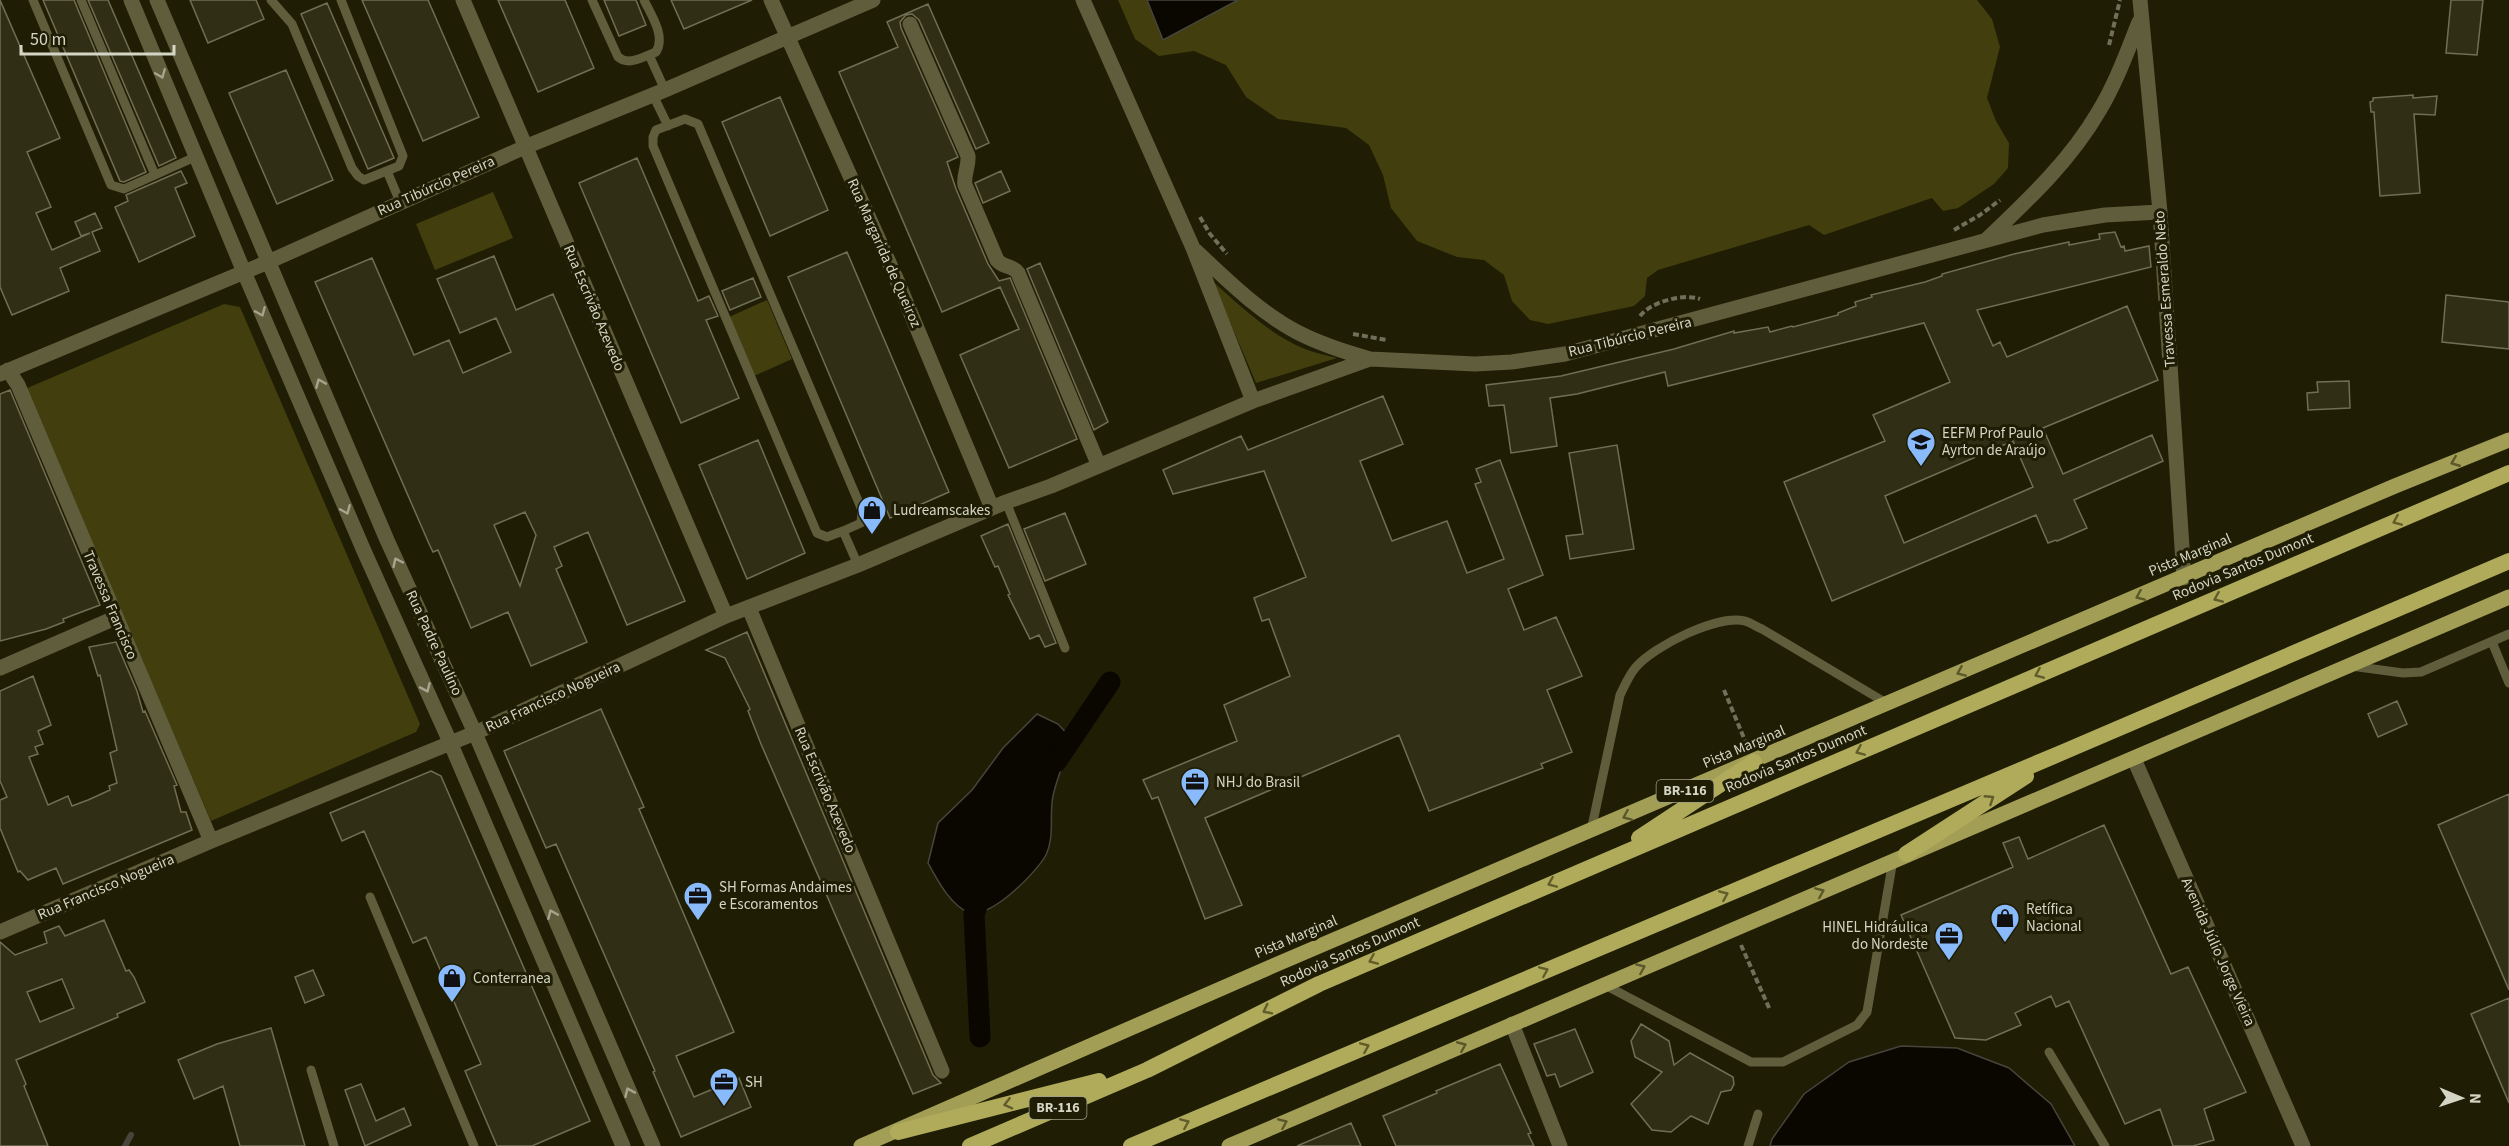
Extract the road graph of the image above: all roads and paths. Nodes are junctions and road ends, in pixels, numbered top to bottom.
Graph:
1 (33, 0) edge
2 (81, 0) edge
3 (131, 0) edge
4 (157, 0) edge
5 (271, 0) edge
6 (341, 0) edge
7 (463, 0) edge
8 (592, 0) edge
9 (644, 0) edge
10 (771, 0) edge
11 (873, 0) edge
12 (1083, 0) edge
13 (2120, 0) edge
14 (2140, 0) edge
15 (2140, 19) junction
16 (910, 24) dead end
17 (787, 38) junction
18 (2107, 53) dead end
19 (649, 55) junction
20 (659, 92) junction
21 (668, 126) junction
22 (216, 140) junction
23 (525, 147) junction
24 (194, 154) junction
25 (387, 171) junction
26 (155, 175) junction
27 (2003, 197) dead end
28 (400, 201) junction
29 (1196, 208) dead end
30 (2160, 212) junction
31 (1946, 234) dead end
32 (1982, 243) junction
33 (1193, 248) junction
34 (1230, 256) dead end
35 (268, 262) junction
36 (244, 272) junction
37 (1702, 300) dead end
38 (1635, 323) dead end
39 (1349, 333) dead end
40 (1392, 342) dead end
41 (1370, 359) junction
42 (4, 372) edge
43 (1253, 401) junction
44 (2509, 440) edge
45 (354, 464) junction
46 (1103, 464) junction
47 (2509, 473) edge
48 (331, 475) junction
49 (999, 505) junction
50 (843, 531) junction
51 (387, 540) junction
52 (364, 551) junction
53 (2509, 561) edge
54 (858, 565) junction
55 (2184, 578) junction
56 (2509, 597) edge
57 (749, 608) junction
58 (726, 616) junction
59 (115, 618) junction
60 (2509, 634) edge
61 (2492, 642) junction
62 (1065, 648) dead end
63 (2349, 666) junction
64 (0, 668) edge
65 (2509, 683) edge
66 (1724, 690) dead end
67 (1887, 704) junction
68 (475, 732) junction
69 (450, 742) junction
70 (1746, 743) dead end
71 (2061, 753) junction
72 (2134, 759) junction
73 (1754, 762) junction
74 (1591, 831) junction
75 (211, 841) junction
76 (1900, 857) junction
77 (1605, 860) junction
78 (370, 897) dead end
79 (1734, 929) junction
80 (0, 932) edge
81 (1603, 984) junction
82 (1770, 1010) dead end
83 (1512, 1024) junction
84 (2049, 1052) dead end
85 (311, 1070) dead end
86 (1147, 1070) junction
87 (942, 1071) dead end
88 (1758, 1114) dead end
89 (898, 1132) junction
90 (334, 1146) edge
91 (474, 1146) edge
92 (623, 1146) edge
93 (653, 1146) edge
94 (861, 1146) edge
95 (970, 1146) edge
96 (1131, 1146) edge
97 (1229, 1146) edge
98 (1560, 1146) edge
99 (1748, 1146) edge
100 (2104, 1146) edge
101 (2303, 1146) edge

1 - 26 lane
2 - 26 lane
3 -> 24 street, Rua Padre Paulino
4 - 22 street, Rua Padre Paulino
5 - 25 lane
6 - 25 lane
7 - 23 street, Rua Escrivão Azevedo
8 - 19 lane
9 - 19 lane
10 - 17 street, Rua Margarida de Queiroz
11 - 17 street, Rua Tibúrcio Pereira
12 - 33 street
13 - 18 path
14 - 15 street, Travessa Esmeraldo Neto
15 - 30 street, Travessa Esmeraldo Neto
15 - 32 street
16 - 46 street
17 - 20 street, Rua Tibúrcio Pereira
17 - 49 street, Rua Margarida de Queiroz
19 - 20 lane
20 - 21 lane
20 - 23 street, Rua Tibúrcio Pereira
21 - 50 lane
21 - 50 lane
22 - 24 street
22 - 35 street, Rua Padre Paulino
23 - 28 street, Rua Tibúrcio Pereira
23 - 58 street, Rua Escrivão Azevedo
24 - 26 lane
24 - 36 street, Rua Padre Paulino
25 - 28 lane
27 - 31 path
28 - 35 street, Rua Tibúrcio Pereira
29 - 34 path
30 - 32 street, Rua Tibúrcio Pereira
30 - 55 street, Travessa Esmeraldo Neto
32 - 41 street, Rua Tibúrcio Pereira
33 - 41 street
33 - 43 street
35 - 36 street, Rua Tibúrcio Pereira
45 -> 35 street, Rua Padre Paulino
36 - 42 street, Rua Tibúrcio Pereira
36 -> 48 street, Rua Padre Paulino
37 - 38 path
39 - 40 path
41 - 43 street, Rua Tibúrcio Pereira
42 - 59 street, Travessa Francisco
43 - 46 street, Rua Tibúrcio Pereira
44 -> 55 main road, Pista Marginal / BR-116
45 - 48 street
45 - 51 street, Rua Padre Paulino
46 - 49 street, Rua Francisco Nogueira
47 -> 77 highway, Rodovia Santos Dumont / BR-116
48 -> 52 street, Rua Padre Paulino
49 - 54 street, Rua Francisco Nogueira
49 - 62 lane
50 - 54 lane
51 - 52 street
68 -> 51 street, Rua Padre Paulino
52 -> 69 street, Rua Padre Paulino
53 - 71 highway
54 - 57 street, Rua Francisco Nogueira
55 -> 67 main road, Pista Marginal / BR-116
56 - 63 main road
57 - 58 street, Rua Francisco Nogueira
57 - 87 street, Rua Escrivão Azevedo
58 - 68 street, Rua Francisco Nogueira
59 - 64 street
59 - 75 street, Travessa Francisco
60 - 61 lane
61 - 63 lane
61 - 65 lane
63 - 72 main road
66 - 70 path
67 - 73 main road, Pista Marginal / BR-116
67 - 74 lane
68 - 69 street, Rua Francisco Nogueira
93 -> 68 street, Rua Padre Paulino
69 - 75 street, Rua Francisco Nogueira
69 - 92 street, Rua Padre Paulino
76 -> 71 highway
96 -> 71 highway
72 - 76 main road
72 - 101 street, Avenida Júlio Jorge Vieira
73 -> 74 main road, Pista Marginal / BR-116
73 - 77 highway
74 - 89 main road, Pista Marginal / BR-116
75 - 80 street, Rua Francisco Nogueira
79 -> 76 main road
76 - 81 lane
77 -> 86 highway, Rodovia Santos Dumont / BR-116
78 - 91 lane
81 -> 79 main road
79 - 82 path
81 - 83 main road
97 -> 83 main road
83 - 98 street
84 - 100 lane
85 - 90 lane
86 -> 89 highway
86 - 95 highway, Rodovia Santos Dumont / BR-116
88 - 99 lane
89 - 94 main road, Pista Marginal / BR-116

# What the task requires
Reproduce the listing above exactly, but skip the pictures.

# Answer to this task
Extract the road graph of the image above: all roads and paths. Nodes are junctions and road ends, in pixels, numbered top to bottom.
Graph:
1 (33, 0) edge
2 (81, 0) edge
3 (131, 0) edge
4 (157, 0) edge
5 (271, 0) edge
6 (341, 0) edge
7 (463, 0) edge
8 (592, 0) edge
9 (644, 0) edge
10 (771, 0) edge
11 (873, 0) edge
12 (1083, 0) edge
13 (2120, 0) edge
14 (2140, 0) edge
15 (2140, 19) junction
16 (910, 24) dead end
17 (787, 38) junction
18 (2107, 53) dead end
19 (649, 55) junction
20 (659, 92) junction
21 (668, 126) junction
22 (216, 140) junction
23 (525, 147) junction
24 (194, 154) junction
25 (387, 171) junction
26 (155, 175) junction
27 (2003, 197) dead end
28 (400, 201) junction
29 (1196, 208) dead end
30 (2160, 212) junction
31 (1946, 234) dead end
32 (1982, 243) junction
33 (1193, 248) junction
34 (1230, 256) dead end
35 (268, 262) junction
36 (244, 272) junction
37 (1702, 300) dead end
38 (1635, 323) dead end
39 (1349, 333) dead end
40 (1392, 342) dead end
41 (1370, 359) junction
42 (4, 372) edge
43 (1253, 401) junction
44 (2509, 440) edge
45 (354, 464) junction
46 (1103, 464) junction
47 (2509, 473) edge
48 (331, 475) junction
49 (999, 505) junction
50 (843, 531) junction
51 (387, 540) junction
52 (364, 551) junction
53 (2509, 561) edge
54 (858, 565) junction
55 (2184, 578) junction
56 (2509, 597) edge
57 (749, 608) junction
58 (726, 616) junction
59 (115, 618) junction
60 (2509, 634) edge
61 (2492, 642) junction
62 (1065, 648) dead end
63 (2349, 666) junction
64 (0, 668) edge
65 (2509, 683) edge
66 (1724, 690) dead end
67 (1887, 704) junction
68 (475, 732) junction
69 (450, 742) junction
70 (1746, 743) dead end
71 (2061, 753) junction
72 (2134, 759) junction
73 (1754, 762) junction
74 (1591, 831) junction
75 (211, 841) junction
76 (1900, 857) junction
77 (1605, 860) junction
78 (370, 897) dead end
79 (1734, 929) junction
80 (0, 932) edge
81 (1603, 984) junction
82 (1770, 1010) dead end
83 (1512, 1024) junction
84 (2049, 1052) dead end
85 (311, 1070) dead end
86 (1147, 1070) junction
87 (942, 1071) dead end
88 (1758, 1114) dead end
89 (898, 1132) junction
90 (334, 1146) edge
91 (474, 1146) edge
92 (623, 1146) edge
93 (653, 1146) edge
94 (861, 1146) edge
95 (970, 1146) edge
96 (1131, 1146) edge
97 (1229, 1146) edge
98 (1560, 1146) edge
99 (1748, 1146) edge
100 (2104, 1146) edge
101 (2303, 1146) edge

1 - 26 lane
2 - 26 lane
3 -> 24 street, Rua Padre Paulino
4 - 22 street, Rua Padre Paulino
5 - 25 lane
6 - 25 lane
7 - 23 street, Rua Escrivão Azevedo
8 - 19 lane
9 - 19 lane
10 - 17 street, Rua Margarida de Queiroz
11 - 17 street, Rua Tibúrcio Pereira
12 - 33 street
13 - 18 path
14 - 15 street, Travessa Esmeraldo Neto
15 - 30 street, Travessa Esmeraldo Neto
15 - 32 street
16 - 46 street
17 - 20 street, Rua Tibúrcio Pereira
17 - 49 street, Rua Margarida de Queiroz
19 - 20 lane
20 - 21 lane
20 - 23 street, Rua Tibúrcio Pereira
21 - 50 lane
21 - 50 lane
22 - 24 street
22 - 35 street, Rua Padre Paulino
23 - 28 street, Rua Tibúrcio Pereira
23 - 58 street, Rua Escrivão Azevedo
24 - 26 lane
24 - 36 street, Rua Padre Paulino
25 - 28 lane
27 - 31 path
28 - 35 street, Rua Tibúrcio Pereira
29 - 34 path
30 - 32 street, Rua Tibúrcio Pereira
30 - 55 street, Travessa Esmeraldo Neto
32 - 41 street, Rua Tibúrcio Pereira
33 - 41 street
33 - 43 street
35 - 36 street, Rua Tibúrcio Pereira
45 -> 35 street, Rua Padre Paulino
36 - 42 street, Rua Tibúrcio Pereira
36 -> 48 street, Rua Padre Paulino
37 - 38 path
39 - 40 path
41 - 43 street, Rua Tibúrcio Pereira
42 - 59 street, Travessa Francisco
43 - 46 street, Rua Tibúrcio Pereira
44 -> 55 main road, Pista Marginal / BR-116
45 - 48 street
45 - 51 street, Rua Padre Paulino
46 - 49 street, Rua Francisco Nogueira
47 -> 77 highway, Rodovia Santos Dumont / BR-116
48 -> 52 street, Rua Padre Paulino
49 - 54 street, Rua Francisco Nogueira
49 - 62 lane
50 - 54 lane
51 - 52 street
68 -> 51 street, Rua Padre Paulino
52 -> 69 street, Rua Padre Paulino
53 - 71 highway
54 - 57 street, Rua Francisco Nogueira
55 -> 67 main road, Pista Marginal / BR-116
56 - 63 main road
57 - 58 street, Rua Francisco Nogueira
57 - 87 street, Rua Escrivão Azevedo
58 - 68 street, Rua Francisco Nogueira
59 - 64 street
59 - 75 street, Travessa Francisco
60 - 61 lane
61 - 63 lane
61 - 65 lane
63 - 72 main road
66 - 70 path
67 - 73 main road, Pista Marginal / BR-116
67 - 74 lane
68 - 69 street, Rua Francisco Nogueira
93 -> 68 street, Rua Padre Paulino
69 - 75 street, Rua Francisco Nogueira
69 - 92 street, Rua Padre Paulino
76 -> 71 highway
96 -> 71 highway
72 - 76 main road
72 - 101 street, Avenida Júlio Jorge Vieira
73 -> 74 main road, Pista Marginal / BR-116
73 - 77 highway
74 - 89 main road, Pista Marginal / BR-116
75 - 80 street, Rua Francisco Nogueira
79 -> 76 main road
76 - 81 lane
77 -> 86 highway, Rodovia Santos Dumont / BR-116
78 - 91 lane
81 -> 79 main road
79 - 82 path
81 - 83 main road
97 -> 83 main road
83 - 98 street
84 - 100 lane
85 - 90 lane
86 -> 89 highway
86 - 95 highway, Rodovia Santos Dumont / BR-116
88 - 99 lane
89 - 94 main road, Pista Marginal / BR-116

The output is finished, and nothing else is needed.